Energy for Burlington, Vt., now 100 percent renewable
This month Vermont’s largest city, Burlington, quietly achieved an impressive sustainability milestone – 100 percent of the city’s electrical energy will now come from renewable sources including wind, water, solar and biomass.
With little fanfare, the Burlington Electric Department purchased the Winooski 1 Hydroelectric Project, a 7.4 megawatt plant located on the Winooski River at the city’s edge, according to the Burlington Free Press. With the purchase, the city passed over the threshold into complete sustainability.
“It shows that we’re able to do it, and we’re able to do it cost effectively in a way that makes Vermonters really positioned well for the future,” Christopher Recchia, the commissioner of the Vermont Department of Public Service, told the local paper.

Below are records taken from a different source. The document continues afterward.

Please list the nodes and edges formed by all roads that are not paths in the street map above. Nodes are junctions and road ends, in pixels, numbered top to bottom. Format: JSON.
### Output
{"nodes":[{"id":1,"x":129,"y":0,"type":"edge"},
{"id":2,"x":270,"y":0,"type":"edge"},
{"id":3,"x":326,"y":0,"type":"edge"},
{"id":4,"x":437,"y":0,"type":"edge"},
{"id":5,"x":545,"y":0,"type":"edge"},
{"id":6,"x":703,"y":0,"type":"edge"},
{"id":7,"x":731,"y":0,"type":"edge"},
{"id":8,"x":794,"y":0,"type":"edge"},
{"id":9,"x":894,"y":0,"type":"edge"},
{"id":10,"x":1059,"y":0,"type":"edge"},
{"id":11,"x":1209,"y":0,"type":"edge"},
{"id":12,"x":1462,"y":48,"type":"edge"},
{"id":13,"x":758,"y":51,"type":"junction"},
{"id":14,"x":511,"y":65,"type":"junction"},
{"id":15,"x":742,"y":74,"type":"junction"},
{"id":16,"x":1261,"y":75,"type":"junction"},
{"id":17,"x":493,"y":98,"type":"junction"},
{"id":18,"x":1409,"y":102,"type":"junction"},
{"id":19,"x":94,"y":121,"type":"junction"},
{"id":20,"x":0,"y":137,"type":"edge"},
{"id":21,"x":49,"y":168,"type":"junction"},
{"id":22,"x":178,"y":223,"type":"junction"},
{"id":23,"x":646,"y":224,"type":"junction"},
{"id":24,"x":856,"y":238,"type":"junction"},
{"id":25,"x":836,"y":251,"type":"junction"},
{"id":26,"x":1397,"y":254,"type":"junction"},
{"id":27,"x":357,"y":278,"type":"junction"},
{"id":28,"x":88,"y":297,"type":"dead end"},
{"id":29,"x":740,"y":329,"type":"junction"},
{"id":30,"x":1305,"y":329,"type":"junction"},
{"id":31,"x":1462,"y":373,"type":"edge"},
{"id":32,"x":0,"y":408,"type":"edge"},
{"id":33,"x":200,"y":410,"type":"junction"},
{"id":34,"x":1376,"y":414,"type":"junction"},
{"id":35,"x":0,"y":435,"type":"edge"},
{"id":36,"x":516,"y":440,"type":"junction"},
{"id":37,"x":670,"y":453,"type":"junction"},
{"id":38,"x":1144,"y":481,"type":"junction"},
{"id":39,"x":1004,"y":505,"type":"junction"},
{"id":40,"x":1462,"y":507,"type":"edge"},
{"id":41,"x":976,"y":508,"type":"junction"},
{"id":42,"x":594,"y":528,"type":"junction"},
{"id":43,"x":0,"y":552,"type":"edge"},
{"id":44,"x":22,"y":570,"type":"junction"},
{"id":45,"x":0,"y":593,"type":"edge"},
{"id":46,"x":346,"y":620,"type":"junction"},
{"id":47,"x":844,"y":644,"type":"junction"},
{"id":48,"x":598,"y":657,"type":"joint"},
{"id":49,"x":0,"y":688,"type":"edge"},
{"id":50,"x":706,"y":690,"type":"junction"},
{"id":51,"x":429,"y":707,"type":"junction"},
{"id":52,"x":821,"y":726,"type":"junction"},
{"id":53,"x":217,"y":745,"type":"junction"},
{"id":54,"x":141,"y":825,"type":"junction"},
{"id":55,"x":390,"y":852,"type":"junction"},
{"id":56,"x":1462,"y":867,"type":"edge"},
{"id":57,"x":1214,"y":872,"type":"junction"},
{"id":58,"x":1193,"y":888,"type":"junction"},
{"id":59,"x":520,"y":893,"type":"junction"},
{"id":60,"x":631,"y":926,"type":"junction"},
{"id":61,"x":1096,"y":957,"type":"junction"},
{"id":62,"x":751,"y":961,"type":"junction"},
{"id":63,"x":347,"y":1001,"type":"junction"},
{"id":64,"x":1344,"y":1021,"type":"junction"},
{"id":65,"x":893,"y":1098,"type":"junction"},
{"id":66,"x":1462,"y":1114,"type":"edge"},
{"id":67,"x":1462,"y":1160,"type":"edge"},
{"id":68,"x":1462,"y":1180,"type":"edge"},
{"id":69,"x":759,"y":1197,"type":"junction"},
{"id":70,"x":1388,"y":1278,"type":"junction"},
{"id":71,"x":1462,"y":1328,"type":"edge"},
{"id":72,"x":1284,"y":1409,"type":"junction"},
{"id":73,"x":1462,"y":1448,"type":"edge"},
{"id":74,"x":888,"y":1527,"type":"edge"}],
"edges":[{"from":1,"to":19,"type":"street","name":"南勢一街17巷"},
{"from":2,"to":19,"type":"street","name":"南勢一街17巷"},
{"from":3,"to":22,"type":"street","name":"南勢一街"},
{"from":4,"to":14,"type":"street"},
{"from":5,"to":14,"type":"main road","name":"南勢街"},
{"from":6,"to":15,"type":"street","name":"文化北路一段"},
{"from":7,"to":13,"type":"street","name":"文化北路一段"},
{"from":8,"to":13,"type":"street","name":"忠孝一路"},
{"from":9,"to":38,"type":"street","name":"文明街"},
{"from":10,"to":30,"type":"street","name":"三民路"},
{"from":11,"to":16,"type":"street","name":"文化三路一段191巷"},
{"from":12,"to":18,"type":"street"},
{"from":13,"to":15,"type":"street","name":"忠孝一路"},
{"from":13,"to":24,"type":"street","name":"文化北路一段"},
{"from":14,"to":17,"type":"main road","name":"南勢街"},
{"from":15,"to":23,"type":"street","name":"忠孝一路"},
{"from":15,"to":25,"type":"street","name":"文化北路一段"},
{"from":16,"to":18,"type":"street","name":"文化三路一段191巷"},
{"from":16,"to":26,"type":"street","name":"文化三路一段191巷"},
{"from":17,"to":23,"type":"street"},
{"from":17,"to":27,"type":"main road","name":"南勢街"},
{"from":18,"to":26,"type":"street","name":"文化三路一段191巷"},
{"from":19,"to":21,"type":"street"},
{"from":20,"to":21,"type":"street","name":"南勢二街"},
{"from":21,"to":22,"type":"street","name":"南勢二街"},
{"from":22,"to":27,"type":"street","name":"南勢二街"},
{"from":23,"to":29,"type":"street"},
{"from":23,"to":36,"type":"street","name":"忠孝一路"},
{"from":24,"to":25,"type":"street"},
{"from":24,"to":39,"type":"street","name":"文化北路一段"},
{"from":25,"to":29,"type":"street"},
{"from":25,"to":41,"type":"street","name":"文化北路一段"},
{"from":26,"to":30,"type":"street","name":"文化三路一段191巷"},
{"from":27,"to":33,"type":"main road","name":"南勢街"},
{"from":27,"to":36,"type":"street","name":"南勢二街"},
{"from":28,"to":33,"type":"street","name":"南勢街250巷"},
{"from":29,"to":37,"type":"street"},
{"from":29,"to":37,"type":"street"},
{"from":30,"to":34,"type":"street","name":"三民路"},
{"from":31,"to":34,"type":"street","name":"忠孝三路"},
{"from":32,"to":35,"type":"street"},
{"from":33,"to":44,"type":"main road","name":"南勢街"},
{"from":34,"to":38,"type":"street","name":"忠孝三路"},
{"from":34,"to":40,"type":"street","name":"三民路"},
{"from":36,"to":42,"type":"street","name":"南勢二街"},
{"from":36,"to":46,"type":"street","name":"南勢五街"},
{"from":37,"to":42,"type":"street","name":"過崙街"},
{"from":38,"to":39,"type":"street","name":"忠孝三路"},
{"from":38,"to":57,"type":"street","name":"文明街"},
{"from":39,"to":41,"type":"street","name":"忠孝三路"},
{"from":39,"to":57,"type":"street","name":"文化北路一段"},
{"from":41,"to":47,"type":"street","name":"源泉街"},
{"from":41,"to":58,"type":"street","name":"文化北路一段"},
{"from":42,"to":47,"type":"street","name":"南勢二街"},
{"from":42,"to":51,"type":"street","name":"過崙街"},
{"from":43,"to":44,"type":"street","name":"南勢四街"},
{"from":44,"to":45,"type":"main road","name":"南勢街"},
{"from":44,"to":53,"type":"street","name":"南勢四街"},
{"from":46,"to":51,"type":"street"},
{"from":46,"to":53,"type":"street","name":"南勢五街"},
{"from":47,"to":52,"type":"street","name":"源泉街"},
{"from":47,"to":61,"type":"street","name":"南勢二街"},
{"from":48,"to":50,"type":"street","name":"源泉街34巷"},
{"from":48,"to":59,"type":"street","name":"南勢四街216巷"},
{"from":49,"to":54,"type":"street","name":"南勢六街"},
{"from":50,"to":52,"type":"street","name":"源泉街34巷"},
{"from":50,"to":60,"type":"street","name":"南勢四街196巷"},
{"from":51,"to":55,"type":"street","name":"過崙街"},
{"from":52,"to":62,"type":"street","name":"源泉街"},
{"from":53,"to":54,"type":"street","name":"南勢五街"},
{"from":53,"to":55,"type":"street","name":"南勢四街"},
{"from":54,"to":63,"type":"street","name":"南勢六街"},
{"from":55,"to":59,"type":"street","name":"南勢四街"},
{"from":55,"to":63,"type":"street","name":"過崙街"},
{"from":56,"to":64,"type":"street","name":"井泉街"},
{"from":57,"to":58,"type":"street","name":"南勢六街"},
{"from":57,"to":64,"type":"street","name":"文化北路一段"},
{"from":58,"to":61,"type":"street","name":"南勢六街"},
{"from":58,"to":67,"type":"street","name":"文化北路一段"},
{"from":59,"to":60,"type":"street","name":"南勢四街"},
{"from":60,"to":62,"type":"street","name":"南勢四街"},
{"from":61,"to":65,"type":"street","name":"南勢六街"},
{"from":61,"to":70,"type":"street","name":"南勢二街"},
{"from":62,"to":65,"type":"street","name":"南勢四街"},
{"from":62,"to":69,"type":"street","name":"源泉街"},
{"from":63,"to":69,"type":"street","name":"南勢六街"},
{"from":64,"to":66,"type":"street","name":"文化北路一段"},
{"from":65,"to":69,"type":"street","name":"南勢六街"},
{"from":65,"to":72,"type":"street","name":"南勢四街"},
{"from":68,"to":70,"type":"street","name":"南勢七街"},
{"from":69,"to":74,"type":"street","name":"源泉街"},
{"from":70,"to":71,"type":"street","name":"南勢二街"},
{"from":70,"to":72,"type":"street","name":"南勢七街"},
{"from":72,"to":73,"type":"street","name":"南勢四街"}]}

Diane Moss, founding director of the Renewables 100 Policy Institute, told the Burlington Free Press she was unaware of any other city the size of Burlington, which has 42,000 residents, that had achieved 100 percent, but that many are working toward that goal.
Burlington’s achievement is part of a larger state initiative of generating 90 percent of its electricity from renewable sources by 2050, according to Clean Technica. As a state, Vermont is investing heavily in solar power. A new installation of a 2.7 megawatt facility recently opened near Coventry, Vt.
The array is the largest solar project built on a landfill site in Vermont, and will generate up to three million kilowatt-hours of electricity annually from more than 9,000 solar panels, according to Greenwood Energy.
The milestone in Burlington was the result of a years-long effort to transition the city from traditional power to renewable sources. Economically speaking, it began to make sense, Ken Nolan, manager of power resources for Burlington Electric, told the Burlington Free Press.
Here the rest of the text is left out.